Results from the 2010 Culpepper Equity Compensation & Long-Term Incentives Practices Survey reveal that an increasing number of technology and life science companies are diversifying their equity compensation and long-term incentive programs for U.S. employees with a portfolio mix of plans.

Topics covered in this report include recent changes to LTI plans, types of equity and LTI plans offered, eligibility by job level, stock ownership guidelines, frequency of grant cycles, vesting, performance measures, risk assessment, and clawback provisions.

Key Survey Findings and Trends

  • Changes for 2010: Fifty-five percent of companies reported making one or more significant changes to their 2010 LTI plans. The most common changes included reducing the number of employees eligible for LTI plans and increasing the size of LTI grants to eligible employees.

  • Most Companies Ride Out the Storm of Underwater Stock Options: Despite facing challenges with underwater options, most companies have chosen to hold steady with their option plans and not take action to address underwater options or drop options in favor of another type of LTI plan.

  • Stock Options Continue Reign as LTI King: For most companies (65%), stock options remain the LTI vehicle of choice.

  • Restricted Stock Plans: Restricted stock plans continue to gain in popularity with over 50 percent of companies offering them to employees.

  • Performance-Based LTI Plans: Nearly one-third of companies use performance-based LTI plans. However, few companies rely solely on performance-based LTI plans due to challenges caused by economic uncertainties in setting performance targets.

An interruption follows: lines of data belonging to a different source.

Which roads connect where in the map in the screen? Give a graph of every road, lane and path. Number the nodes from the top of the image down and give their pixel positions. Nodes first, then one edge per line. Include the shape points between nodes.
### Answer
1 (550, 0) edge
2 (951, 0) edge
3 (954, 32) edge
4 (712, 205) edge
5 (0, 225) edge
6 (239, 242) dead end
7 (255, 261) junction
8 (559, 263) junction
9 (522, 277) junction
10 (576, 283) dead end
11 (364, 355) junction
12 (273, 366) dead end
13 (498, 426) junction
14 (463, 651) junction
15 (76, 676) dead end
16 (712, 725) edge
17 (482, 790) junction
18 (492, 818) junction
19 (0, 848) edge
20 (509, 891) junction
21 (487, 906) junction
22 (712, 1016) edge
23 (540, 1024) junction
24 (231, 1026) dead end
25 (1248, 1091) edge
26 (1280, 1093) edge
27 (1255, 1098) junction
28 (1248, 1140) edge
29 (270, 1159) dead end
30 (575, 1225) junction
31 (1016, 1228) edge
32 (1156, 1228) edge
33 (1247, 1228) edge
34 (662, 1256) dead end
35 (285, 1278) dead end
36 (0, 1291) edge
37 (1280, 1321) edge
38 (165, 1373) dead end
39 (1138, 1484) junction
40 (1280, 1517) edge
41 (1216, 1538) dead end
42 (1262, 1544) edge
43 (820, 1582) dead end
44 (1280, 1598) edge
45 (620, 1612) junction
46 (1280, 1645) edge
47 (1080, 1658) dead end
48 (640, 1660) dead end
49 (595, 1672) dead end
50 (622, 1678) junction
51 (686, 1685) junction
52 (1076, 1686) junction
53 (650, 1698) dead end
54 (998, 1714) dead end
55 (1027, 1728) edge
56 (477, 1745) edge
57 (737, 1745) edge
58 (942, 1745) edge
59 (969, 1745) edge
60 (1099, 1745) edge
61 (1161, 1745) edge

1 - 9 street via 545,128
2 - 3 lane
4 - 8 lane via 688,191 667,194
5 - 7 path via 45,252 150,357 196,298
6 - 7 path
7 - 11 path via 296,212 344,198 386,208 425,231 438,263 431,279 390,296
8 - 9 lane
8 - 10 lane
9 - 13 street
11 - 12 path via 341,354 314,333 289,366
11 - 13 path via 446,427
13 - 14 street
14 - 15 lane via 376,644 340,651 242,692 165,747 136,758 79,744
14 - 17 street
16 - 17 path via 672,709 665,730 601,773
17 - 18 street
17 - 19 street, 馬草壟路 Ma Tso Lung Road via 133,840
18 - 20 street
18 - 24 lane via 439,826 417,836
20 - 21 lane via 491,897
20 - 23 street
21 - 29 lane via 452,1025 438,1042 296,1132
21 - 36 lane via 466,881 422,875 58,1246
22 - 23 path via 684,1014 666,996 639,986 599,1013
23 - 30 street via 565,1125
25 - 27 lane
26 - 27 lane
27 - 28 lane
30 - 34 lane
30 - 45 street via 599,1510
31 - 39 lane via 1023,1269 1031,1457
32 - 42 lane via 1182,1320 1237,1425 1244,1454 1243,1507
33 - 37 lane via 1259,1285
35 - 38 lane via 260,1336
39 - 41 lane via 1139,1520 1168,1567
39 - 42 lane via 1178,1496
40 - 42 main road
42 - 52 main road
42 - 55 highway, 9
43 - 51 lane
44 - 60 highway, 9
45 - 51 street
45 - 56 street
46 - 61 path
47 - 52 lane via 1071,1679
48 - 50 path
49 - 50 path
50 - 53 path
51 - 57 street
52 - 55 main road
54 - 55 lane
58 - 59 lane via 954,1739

  • LTI Portfolio Mixes Increase: An increasing number of companies with LTI programs are diversifying their LTIs with a portfolio mix of different types of LTI plans. Seventy-four percent of companies provide a combination of two or more types of LTI plans.

  • Eligibility Rises with Job Level: The most common criteria used to determine whether an employee is eligible for long-term incentives is job level. In most companies, executives and management-level employees are significantly more likely to be eligible for long-term incentives than non-management employees.

  • Stock Ownership Guidelines: Most companies do not require their employees or board directors to own company stock. However, large public companies are much more likely to have stock ownership guidelines for executives and board directors than small and mid-size companies.

  • Clawback Provisions: On average, about one-third of companies reported having clawback provisions in their LTI plans. However, over 50 percent of large companies have clawbacks.

  • Stock Plan Evergreen Provision: Only nine percent of companies have stock plans with an evergreen provision that automatically gives the board of directors a renewable pool of stock shares each year to distribute to employees.

  • ESPPs Increase: An increasing number of companies are turning to employee stock purchase plans as an alternative vehicle to provide broad-based employee ownership.

Recent Changes to LTI Plans
Respondents were asked to report significant changes to equity compensation and LTI plans over the past two years. Fifty-five percent of companies reported making one or more significant changes to their 2010 LTI plans. The most common changes included reducing the number of employees eligible for LTI plans and increasing the size of LTI grants to eligible employees (Table 1).

Table 1: Recent Changes to LTI Plans
 

Percent of Companies

2008
to
2009
2009
to
2010

Reduced Number of LTI Eligible Employees

29%

29%

Increased Size of LTI Grants

16%

24%

Added Performance Plans/Features

8%

9%

Increased Number of LTI Eligible Employees

4%

7%

Decreased Size of LTI Grants

10%

4%

 Other Changes

7%

10%

 No Significant Changes

47%

45%

* Participants could select more than one response.

Types of Equity Compensation & LTI Plans Offered
Stock options continue their reign as king of long-term incentives and remain the LTI vehicle of choice for 65 percent of companies (Table 2). 

Restricted stock plans continue to gain popularity with 52 percent of companies offering them to employees. Nearly one-third of companies use performance-based LTI plans.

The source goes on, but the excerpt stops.